べらと、ゆかいでちょっぴりざんねんな仲間たち

 では、ここで主人公のべらちゃんの紹介をしましょう。
 べらの父親はアメリカ人のビル、母親が日本人の水木麻里(みずきまり)で、生まれた時の名前はアラベラ・チエコ・ミズキ・アンダーソンでした。ビルはボストンの大学で、「心理学の歴史」を教えていました。
 でも、奥さんの心理は全然わからない人なのでした。

 両親の仲がよくなかったといっても、椅子を投げたりするようなすごいけんかではなかったのですが、家の空気はいつも戦いが始まる前みたいにピリピリしていました。
 べらはそのうちに大きなばくはつが起きる、ような気がしていました。
 べらが8才の時、ママが「私自身の人生を生きるわ」とアメリカを去る決心をしたのです。ふだんおとなしい人は、ばくはつすると、超こわいのです。
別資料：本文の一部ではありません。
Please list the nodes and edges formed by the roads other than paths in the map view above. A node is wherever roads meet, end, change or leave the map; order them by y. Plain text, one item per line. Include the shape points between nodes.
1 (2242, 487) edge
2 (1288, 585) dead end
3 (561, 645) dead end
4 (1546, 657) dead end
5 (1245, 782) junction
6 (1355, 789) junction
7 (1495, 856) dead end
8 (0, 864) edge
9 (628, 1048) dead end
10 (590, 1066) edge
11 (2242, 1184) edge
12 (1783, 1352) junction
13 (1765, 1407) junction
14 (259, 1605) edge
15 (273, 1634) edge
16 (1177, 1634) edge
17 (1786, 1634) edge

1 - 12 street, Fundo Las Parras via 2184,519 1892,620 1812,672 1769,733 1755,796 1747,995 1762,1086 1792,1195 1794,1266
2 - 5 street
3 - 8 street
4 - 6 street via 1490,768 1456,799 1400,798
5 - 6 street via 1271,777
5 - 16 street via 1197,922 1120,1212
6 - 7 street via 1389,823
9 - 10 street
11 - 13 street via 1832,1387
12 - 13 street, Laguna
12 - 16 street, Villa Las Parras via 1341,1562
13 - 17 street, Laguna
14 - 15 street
そして、いちど決めると、ぜったいに気持ちを曲げません。

 べらもママと日本に帰り母子ふたりの生活になったらさみしいかなと思っていましたが、小さい部屋でも、空気にピリピリがなくなり、気持ちが楽ちんで、自由で、ふたりでたくさん笑うようになりました。
 ママが仕事から帰った後、突然、桜を見に行こうよと出かけたりして、夢みたいな日々がありました。べらはママと腕を組んで歩いたりして、とても幸せでした。
 それに、東京には何でもあります。特にデパチカとコンビニとテレビアニメは大好きでした。
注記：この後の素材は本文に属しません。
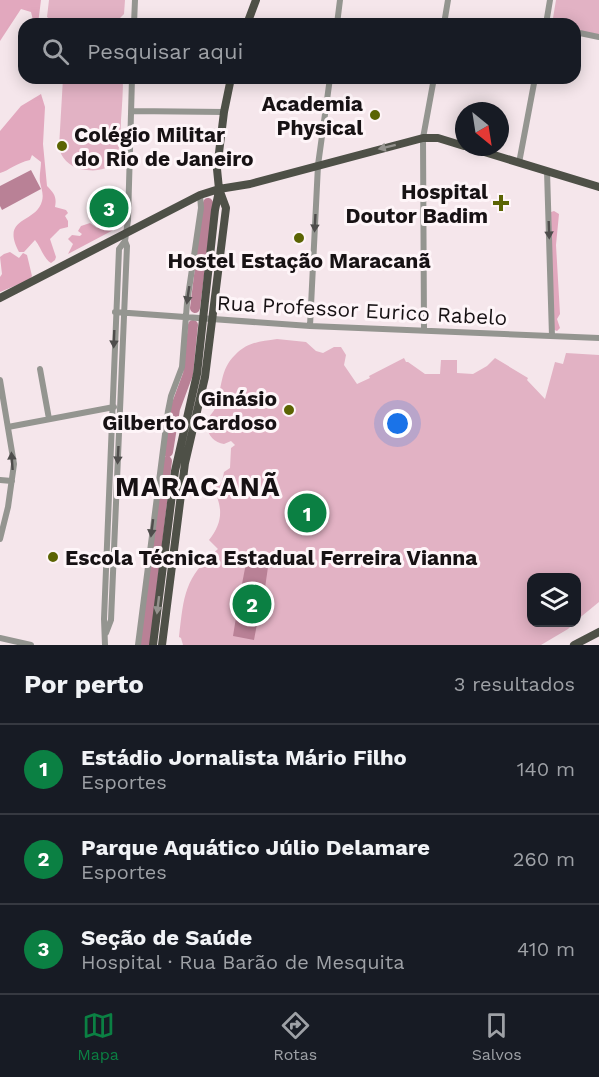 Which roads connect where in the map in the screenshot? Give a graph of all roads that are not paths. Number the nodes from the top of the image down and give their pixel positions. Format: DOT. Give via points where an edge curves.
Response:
graph roads {
  1 [pos="135,0"];
  2 [pos="255,0"];
  3 [pos="340,0"];
  4 [pos="448,0"];
  5 [pos="550,0"];
  6 [pos="134,18"];
  7 [pos="249,18"];
  8 [pos="338,18"];
  9 [pos="445,18"];
  10 [pos="547,18"];
  11 [pos="581,33"];
  12 [pos="599,37"];
  13 [pos="132,84"];
  14 [pos="230,84"];
  15 [pos="329,84"];
  16 [pos="433,84"];
  17 [pos="535,84"];
  18 [pos="131,111"];
  19 [pos="224,112"];
  20 [pos="423,138"];
  21 [pos="455,143"];
  22 [pos="497,156"];
  23 [pos="519,163"];
  24 [pos="318,165"];
  25 [pos="547,171"];
  26 [pos="598,185"];
  27 [pos="219,189"];
  28 [pos="200,195"];
  29 [pos="126,237"];
  30 [pos="121,275"];
  31 [pos="0,298"];
  32 [pos="115,312"];
  33 [pos="123,313"];
  34 [pos="186,318"];
  35 [pos="202,319"];
  36 [pos="212,320"];
  37 [pos="310,326"];
  38 [pos="424,330"];
  39 [pos="552,336"];
  40 [pos="599,338"];
  41 [pos="40,369"];
  42 [pos="0,380"];
  43 [pos="121,407"];
  44 [pos="112,408"];
  45 [pos="49,419"];
  46 [pos="8,427"];
  47 [pos="0,480"];
  48 [pos="12,482"];
  49 [pos="108,502"];
  50 [pos="116,502"];
  51 [pos="0,539"];
  52 [pos="110,566"];
  53 [pos="148,576"];
  54 [pos="160,577"];
  55 [pos="597,633"];
  56 [pos="0,638"];
  57 [pos="14,644"];
  58 [pos="31,645"];
  59 [pos="105,645"];
  60 [pos="138,645"];
  61 [pos="153,645"];
  62 [pos="162,645"];
  63 [pos="574,645"];
  64 [pos="592,645"];
  1 -- 6 [label="street"];
  2 -- 7 [label="main road"];
  3 -- 8 [label="street"];
  4 -- 9 [label="street"];
  5 -- 10 [label="street"];
  11 -- 12 [label="street"];
  13 -- 18 [label="street"];
  14 -- 19 [label="main road"];
  15 -- 24 [label="street"];
  16 -- 20 [label="street"];
  17 -- 23 [label="street"];
  18 -- 19 [label="street"];
  18 -- 29 [label="street"];
  19 -- 27 [label="main road" via="217,169"];
  20 -- 21 [label="main road"];
  20 -- 24 [label="main road, one-way"];
  20 -- 38 [label="street"];
  22 -- 23 [label="main road"];
  23 -- 25 [label="main road"];
  24 -- 27 [label="main road"];
  24 -- 37 [label="street, one-way"];
  25 -- 26 [label="main road"];
  25 -- 39 [label="street, one-way"];
  27 -- 28 [label="main road"];
  27 -- 35 [label="main road"];
  27 -- 36 [label="main road" via="226,208"];
  28 -- 29 [label="main road"];
  28 -- 34 [label="street, one-way"];
  29 -- 30 [label="street" via="118,249"];
  29 -- 31 [label="main road"];
  30 -- 32 [label="street"];
  30 -- 33 [label="street"];
  32 -- 33 [label="street, Rua Professor Eurico Rabelo"];
  32 -- 44 [label="street, one-way"];
  33 -- 34 [label="street, Rua Professor Eurico Rabelo"];
  33 -- 43 [label="street"];
  34 -- 35 [label="street, Rua Professor Eurico Rabelo"];
  34 -- 53 [label="street, one-way" via="182,367 168,411"];
  35 -- 36 [label="street, Rua Professor Eurico Rabelo"];
  35 -- 54 [label="main road" via="197,374 175,471"];
  36 -- 37 [label="street, Rua Professor Eurico Rabelo"];
  36 -- 62 [label="main road" via="205,377 185,464"];
  37 -- 38 [label="street, Rua Professor Eurico Rabelo"];
  38 -- 39 [label="street, Rua Professor Eurico Rabelo"];
  39 -- 40 [label="street, Rua Professor Eurico Rabelo"];
  41 -- 45 [label="street"];
  42 -- 46 [label="street"];
  43 -- 44 [label="street"];
  43 -- 50 [label="street, one-way"];
  44 -- 45 [label="street"];
  44 -- 49 [label="street"];
  45 -- 46 [label="street"];
  48 -- 46 [label="street, one-way" via="14,464"];
  47 -- 48 [label="street"];
  48 -- 51 [label="street"];
  49 -- 50 [label="street"];
  49 -- 52 [label="street"];
  50 -- 52 [label="street"];
  52 -- 59 [label="street"];
  53 -- 54 [label="street"];
  53 -- 60 [label="street"];
  54 -- 61 [label="main road, one-way"];
  55 -- 63 [label="main road"];
  55 -- 64 [label="main road"];
  56 -- 57 [label="street"];
  57 -- 58 [label="street"];
}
 ところが、15才の夏にママが病気でなくなってしまい、べらは泣きながらアメリカにもどりることになりました。その時にはパパは2回目の結婚をしていて、奥さんには子供もいたので、その家のお邪魔虫(じやまむし)になるのがとてもいやでした。でも、べらとしてはアメリカでがんばるしかないと思いました。日本ではだれも引き取ってはくれないし、アメリカでしか生きる場所がないのでした。早く年を取りたいと思ったものです。

 でも、うれしいこともありました。
 継母(ままはは)にナタリーという連れ子がいて、べらより4才年下ですが、ふたりは本当のシスターのようになりました。はじめてお姉さんになった気分って、とてもよいものでした。これでなんとかやれる、と思ったら、パパがまた離婚をするというのです。
「べら、さようなら」、ナタリーがわんわん泣いて、家を出ていきました。
 その時のことは、今でもおぼえています。
 でも、しばらくすると、パパは3回目の結婚するというのです。
 べらはパパから離れた遠いところに行きたいと思いました。
 それで、大学は大陸の反対側のカリフォルニア州の大学に願書を出して、パスしました。でも、大学の授業料は高いですし、部屋代や、本代、食費もいります。
 「カリフォルニアに行くのはよいだろう。でも、全部自分でやりなさい」
 とパパが言いました。
「もちろん。パパにはもうたよりませんから」
 べらは大きなことを言ってしまいました。ありますよね、勢いで、言ってしまうことが。
 べらは必要なお金は全部、アルバイトをしてかせごうと決めました。
 大変かもしれないけど、カリフォルニアは明るくて、夢がありそう。
 何でもできちゃいそうな感じがしました。

 それからがんばって働きながら大学を卒業して、今、べらは24才です。でも、だまっていれば18才くらいには見えるかな。
 仕事はライターとか、通訳とか、観光ガイドをしています。趣味はハイキングと、美術館へ行って絵画をみることです。